That which is nominally referred to as worker alienation when discussing Marxist theory is more appropriately framed within semantics as an estrangement of labor. Such was the vernacular specifically chosen by Marx himself during the writing of a treatise titled “Estranged Labour” in 1844. Marx has only his own rather idiosyncratic demonstration of the nature of the English idiom to blame for that rather elegantly descriptive term later being transmogrified into the far more commonly accepted concept of alienation of the worker.
The result of this march through the history of monetary transaction and the evolution of the worker arrives at the state of things during the late 1800s in which the transactional basis of labor has divided into two distinct and quite separate classes. These classes Marx once again identifies with rather spirited prose as the bourgeoisie and the proletariat. Once again, historical analysis has made the picture somewhat clearer: the world is today separated into the owner and the worker.
The bourgeois owners managed to be created from the collapse of the feudal system and the rise of the Industrial Revolution. What the Industrial Revolution succeeded in doing aside from destroying a mercantile system that depended upon craftsmanship and artisanship to produce goods that could not only be sold by the producer, but also enjoyed was to alienate that producer from those goods. Not to mention reducing the quality through process of mass manufacturing in order to meet the ever-growing demand for a growing middle class. What the worker gained in the ability to buy as a result of higher wages, he also lost in the ability to buy many of the things he now took part in producing. This represents the first stage of alienation: that of estrangement from the product one creates.

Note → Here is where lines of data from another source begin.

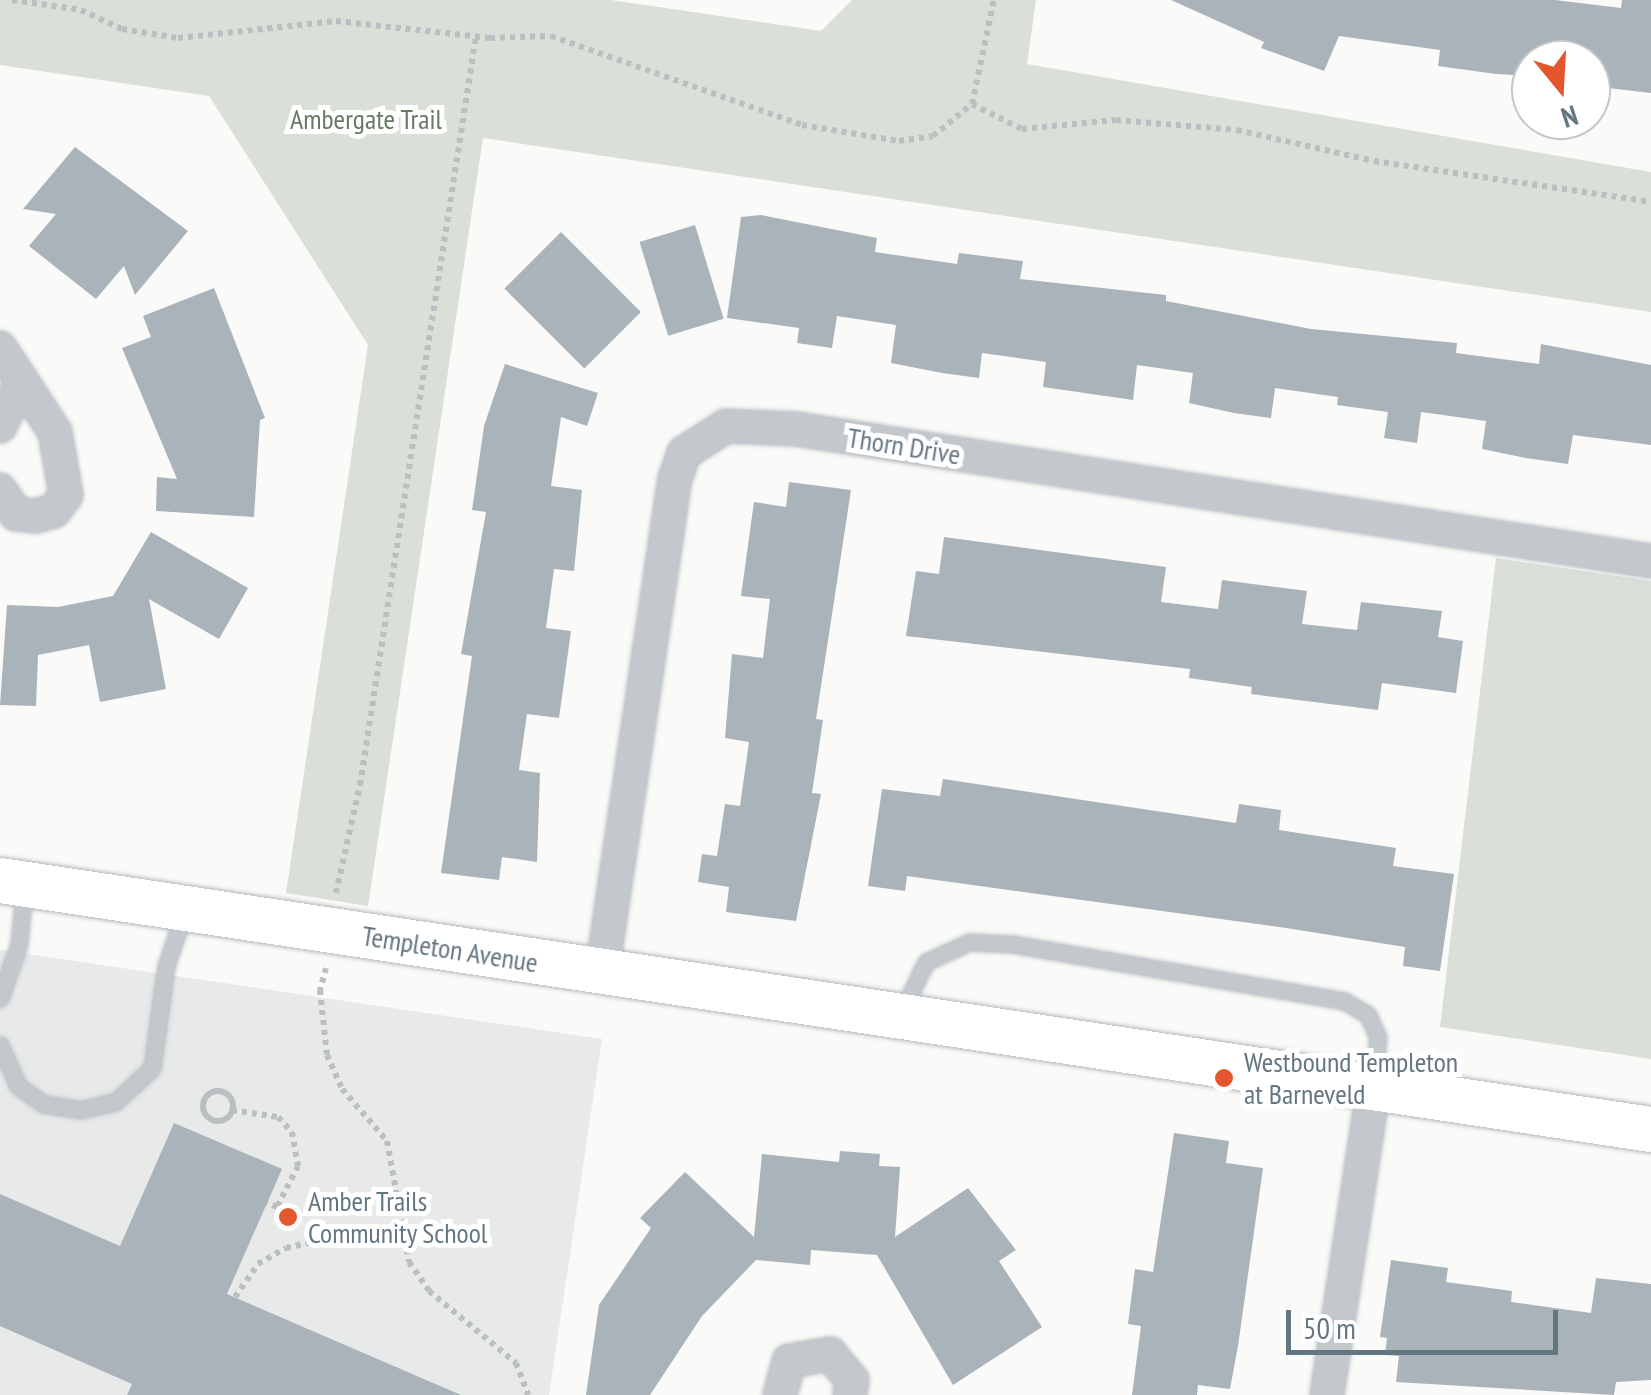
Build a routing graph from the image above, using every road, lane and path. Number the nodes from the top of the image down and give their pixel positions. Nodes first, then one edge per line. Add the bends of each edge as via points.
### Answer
1 (12, 0) edge
2 (994, 0) edge
3 (476, 36) junction
4 (972, 104) junction
5 (1651, 202) edge
6 (0, 348) edge
7 (22, 381) junction
8 (0, 426) edge
9 (0, 490) edge
10 (1651, 561) edge
11 (12, 882) edge
12 (186, 908) junction
13 (337, 932) junction
14 (602, 972) junction
15 (0, 998) edge
16 (900, 1017) junction
17 (0, 1045) edge
18 (1373, 1090) junction
19 (232, 1110) junction
20 (1651, 1128) edge
21 (267, 1203) dead end
22 (400, 1230) junction
23 (234, 1297) dead end
24 (528, 1395) edge
25 (780, 1395) edge
26 (850, 1395) edge
27 (1327, 1395) edge

1 - 3 path via 81,10 122,29 178,38 336,20
2 - 4 path
3 - 4 path via 551,36 707,94 858,138 933,136
3 - 13 path via 360,785 336,872
4 - 5 path via 1022,129 1116,120 1237,130 1392,164
6 - 7 street
7 - 8 street
7 - 9 street via 55,432 66,495 54,512 36,516 16,514
10 - 14 street, Thorn Drive via 796,429 726,426 684,453 675,479
11 - 12 street, Templeton Avenue
11 - 15 lane via 18,944
12 - 13 street, Templeton Avenue
12 - 17 lane via 166,966 152,1068 115,1102 80,1110 44,1104 18,1086
13 - 14 street, Templeton Avenue
13 - 22 path via 320,990 327,1055 342,1089 387,1141 398,1180
14 - 16 street, Templeton Avenue
16 - 18 street, Templeton Avenue
16 - 18 lane via 926,962 969,942 1225,976 1344,1001 1368,1015 1378,1037
18 - 20 street, Templeton Avenue
18 - 27 street
19 - 19 path via 226,1119 212,1120 202,1104 221,1090
19 - 21 path via 278,1117 292,1132 298,1166 277,1207
22 - 23 path via 354,1232 286,1248 258,1264
22 - 24 path via 418,1278 516,1363
25 - 26 street via 789,1361 830,1354 852,1380

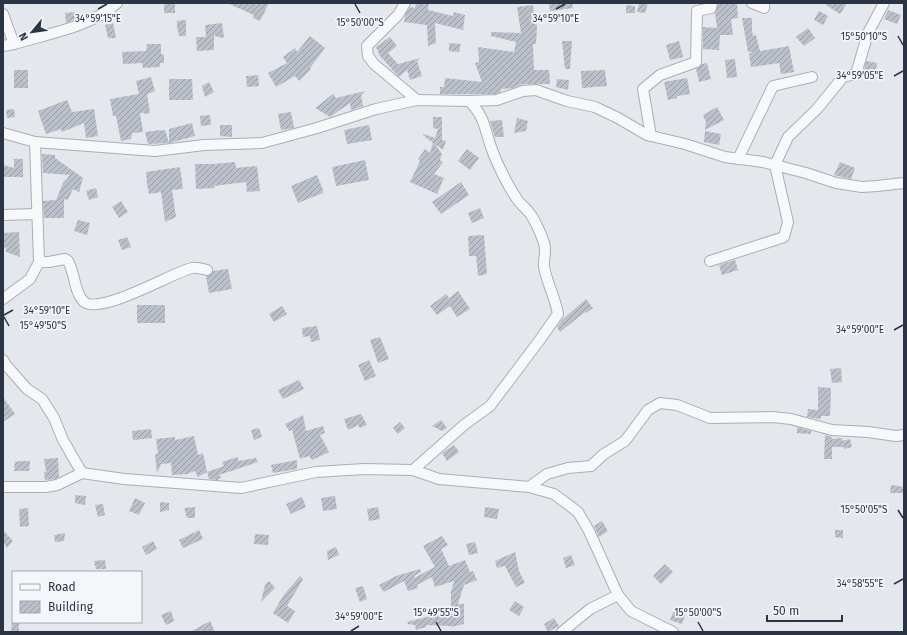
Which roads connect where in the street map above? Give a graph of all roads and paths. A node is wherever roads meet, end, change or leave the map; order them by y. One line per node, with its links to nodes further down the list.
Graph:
1 (117, 3): 8 (street)
2 (405, 3): 11 (street)
3 (712, 3): 14 (street)
4 (752, 3): 5 (street)
5 (764, 3)
6 (884, 3): 17 (street)
7 (3, 14): 8 (street)
8 (14, 44): 9 (street)
9 (3, 46)
10 (812, 77): 16 (street)
11 (417, 100): 12 (street); 15 (street)
12 (469, 102): 14 (street); 27 (street)
13 (3, 133): 15 (street)
14 (651, 136): 16 (street)
15 (35, 142): 19 (street)
16 (738, 159): 17 (street)
17 (775, 165): 18 (street); 21 (street)
18 (904, 182)
19 (37, 214): 20 (street); 22 (street)
20 (3, 215)
21 (710, 261)
22 (39, 262): 23 (street); 24 (street)
23 (207, 270)
24 (3, 299)
25 (3, 360): 28 (street)
26 (904, 435): 30 (street)
27 (413, 470): 28 (street); 30 (street)
28 (82, 473): 29 (street)
29 (3, 487)
30 (529, 487): 31 (street)
31 (618, 595): 32 (street); 33 (street)
32 (562, 632)
33 (673, 632)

Consider the history of the blacksmith. A blacksmith at one time was as necessary in every village as a doctor or real estate agent would be today. The blacksmith heated the metal in the fiery crucible and then banged his hammer on the anvil to work the soft inferno into shape so it could be fitted—for a price—on the fastest or strongest or most beautiful horse around. Then he could engage in the same work and make a horseshoe of the same quality—or higher—for his own nag. But what of today’s worker in the Mercedes-Benz factory? He works all day long to create parts for a high-performance automobile. He may even be considered well paid relative to others in the same general geographic area. But can he afford to actually buy the high performance product his labor is so vital to creating? In most cases, certainly not. The worker has become, in effect, alienated from the very thing he is tasked with creating.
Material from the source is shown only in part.